◆ Task objective ◆
"other" is the word to look for; copy each line of the listing where it occurs.

◆ Data ◆
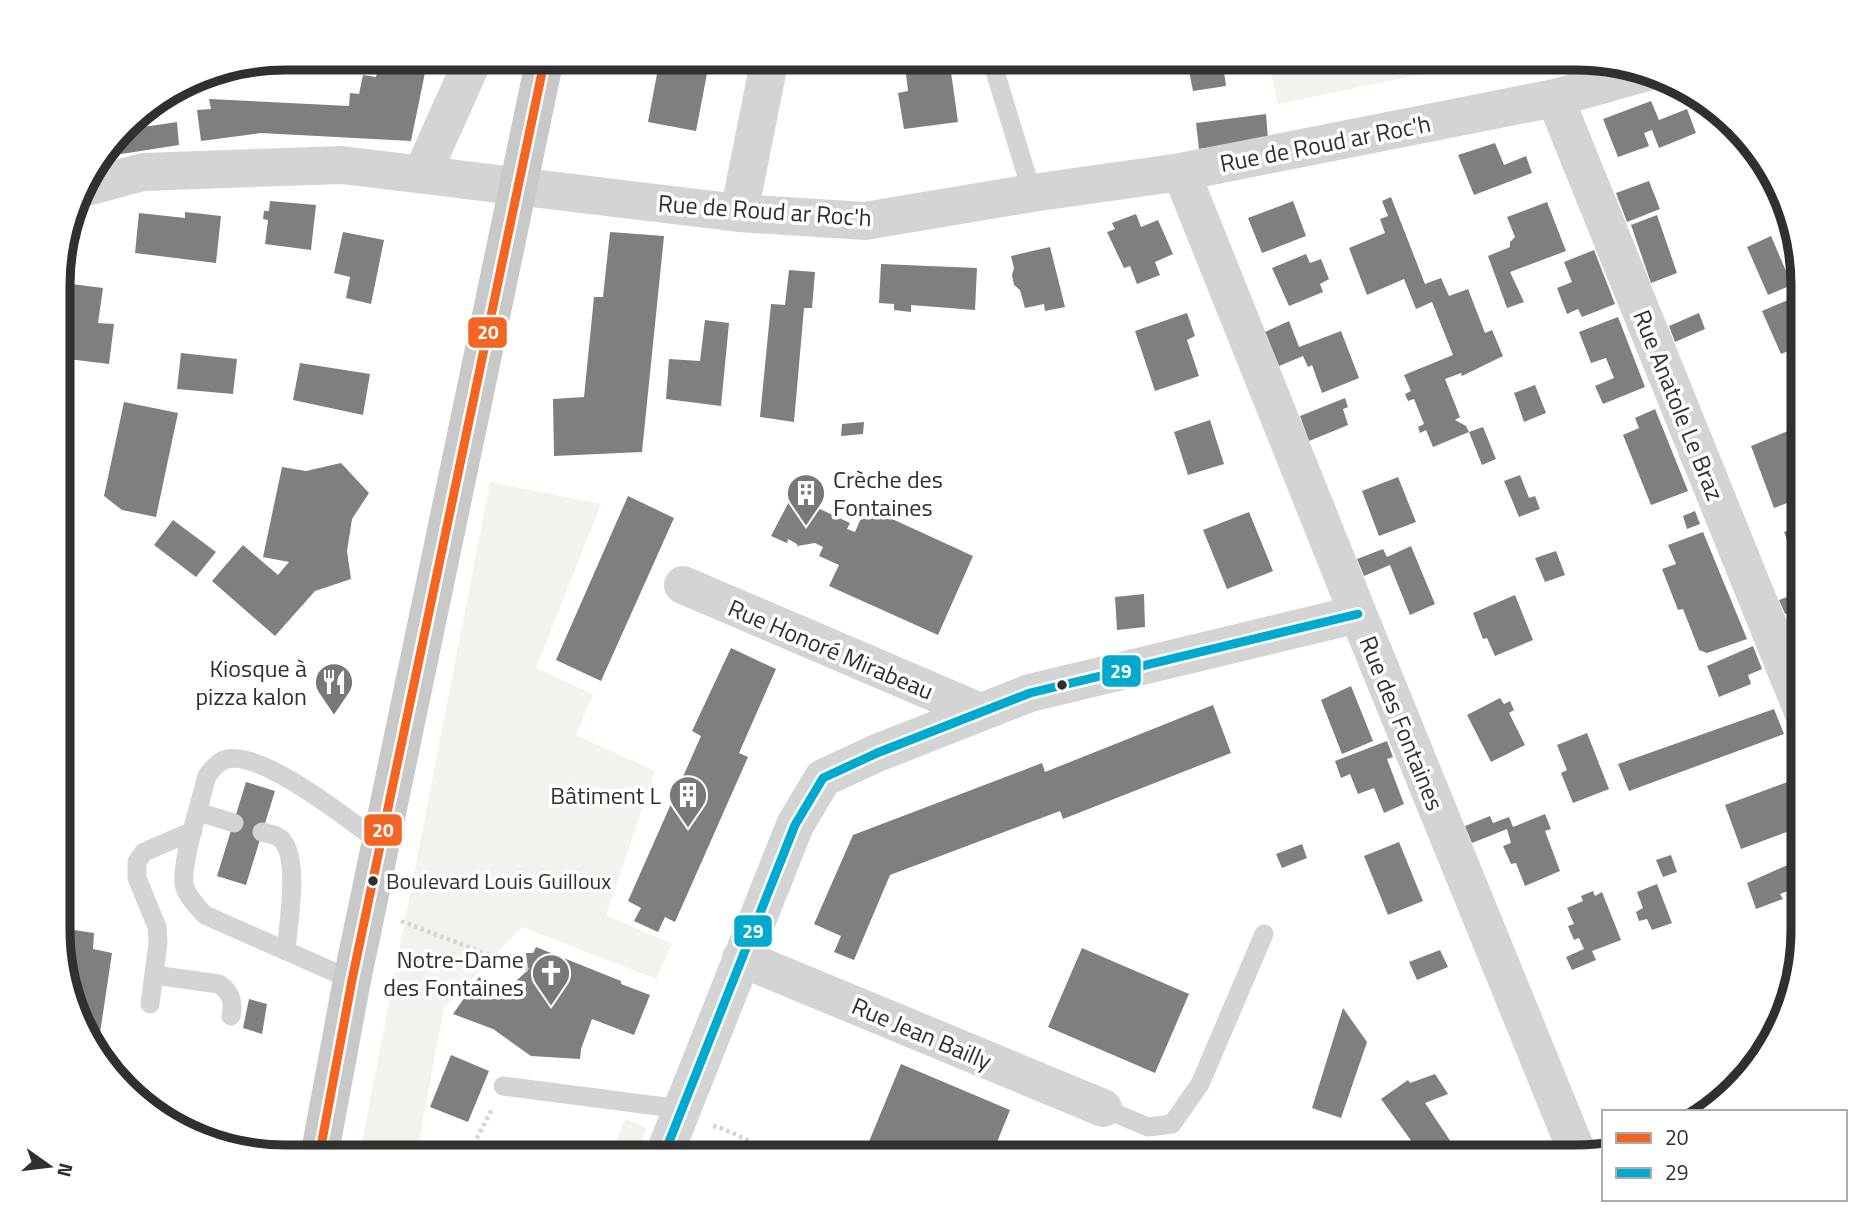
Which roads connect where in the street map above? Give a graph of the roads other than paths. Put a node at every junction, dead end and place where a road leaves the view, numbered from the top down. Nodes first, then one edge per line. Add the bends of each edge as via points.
--
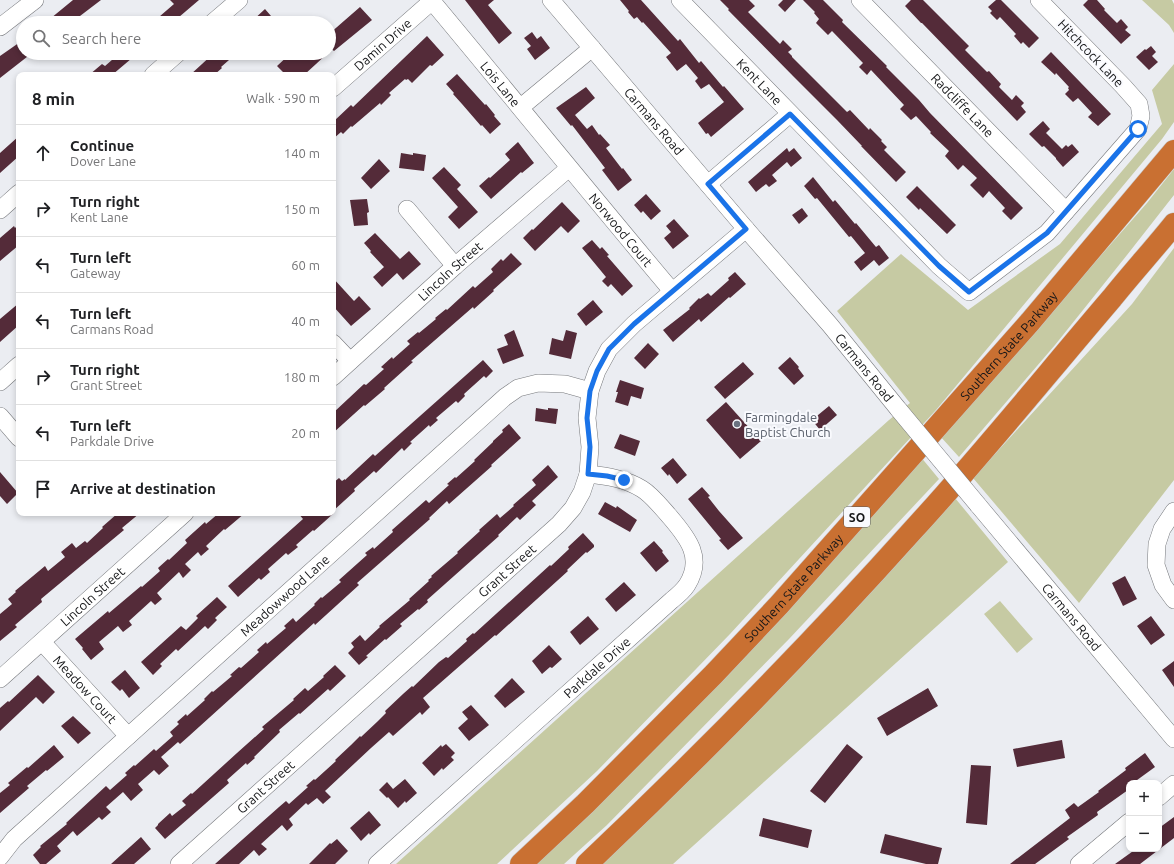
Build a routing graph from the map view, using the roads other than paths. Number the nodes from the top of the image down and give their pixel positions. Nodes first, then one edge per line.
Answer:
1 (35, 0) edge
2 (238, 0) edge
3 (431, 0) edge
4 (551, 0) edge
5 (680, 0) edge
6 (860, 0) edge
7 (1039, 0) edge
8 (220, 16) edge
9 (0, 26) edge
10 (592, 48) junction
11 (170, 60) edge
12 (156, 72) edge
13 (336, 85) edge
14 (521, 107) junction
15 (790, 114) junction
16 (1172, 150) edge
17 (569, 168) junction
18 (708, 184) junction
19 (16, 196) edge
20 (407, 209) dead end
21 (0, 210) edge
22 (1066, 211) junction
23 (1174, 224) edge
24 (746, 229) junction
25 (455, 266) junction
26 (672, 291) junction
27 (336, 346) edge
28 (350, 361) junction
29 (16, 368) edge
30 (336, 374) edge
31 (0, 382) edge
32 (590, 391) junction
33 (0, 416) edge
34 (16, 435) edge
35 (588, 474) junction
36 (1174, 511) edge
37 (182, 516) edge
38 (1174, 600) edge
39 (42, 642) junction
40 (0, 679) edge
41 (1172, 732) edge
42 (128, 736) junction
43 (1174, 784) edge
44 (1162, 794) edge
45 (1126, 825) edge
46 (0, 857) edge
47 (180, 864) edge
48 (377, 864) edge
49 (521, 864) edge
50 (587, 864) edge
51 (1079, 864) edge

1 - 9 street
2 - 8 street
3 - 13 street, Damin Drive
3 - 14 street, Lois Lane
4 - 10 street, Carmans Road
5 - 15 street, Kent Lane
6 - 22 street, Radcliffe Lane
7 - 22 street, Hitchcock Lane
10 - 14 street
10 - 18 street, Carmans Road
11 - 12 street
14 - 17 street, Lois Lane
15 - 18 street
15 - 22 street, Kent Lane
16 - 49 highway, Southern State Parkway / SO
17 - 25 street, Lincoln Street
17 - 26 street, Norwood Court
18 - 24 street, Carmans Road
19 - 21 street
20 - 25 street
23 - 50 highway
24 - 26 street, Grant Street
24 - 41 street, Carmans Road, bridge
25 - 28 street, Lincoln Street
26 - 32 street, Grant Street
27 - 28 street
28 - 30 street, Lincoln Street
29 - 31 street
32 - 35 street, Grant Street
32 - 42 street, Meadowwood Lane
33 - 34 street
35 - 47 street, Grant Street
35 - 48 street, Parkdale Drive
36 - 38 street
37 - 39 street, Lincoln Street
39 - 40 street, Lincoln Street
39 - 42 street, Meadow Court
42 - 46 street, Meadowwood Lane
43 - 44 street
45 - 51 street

◆ Task response ◆
Which roads connect where in the street map above? Give a graph of the roads other than paths. Put a node at every junction, dead end and place where a road leaves the view, numbered from the top down. Nodes first, then one edge per line. Add the bends of each edge as via points.
Build a routing graph from the map view, using the roads other than paths. Number the nodes from the top of the image down and give their pixel positions. Nodes first, then one edge per line.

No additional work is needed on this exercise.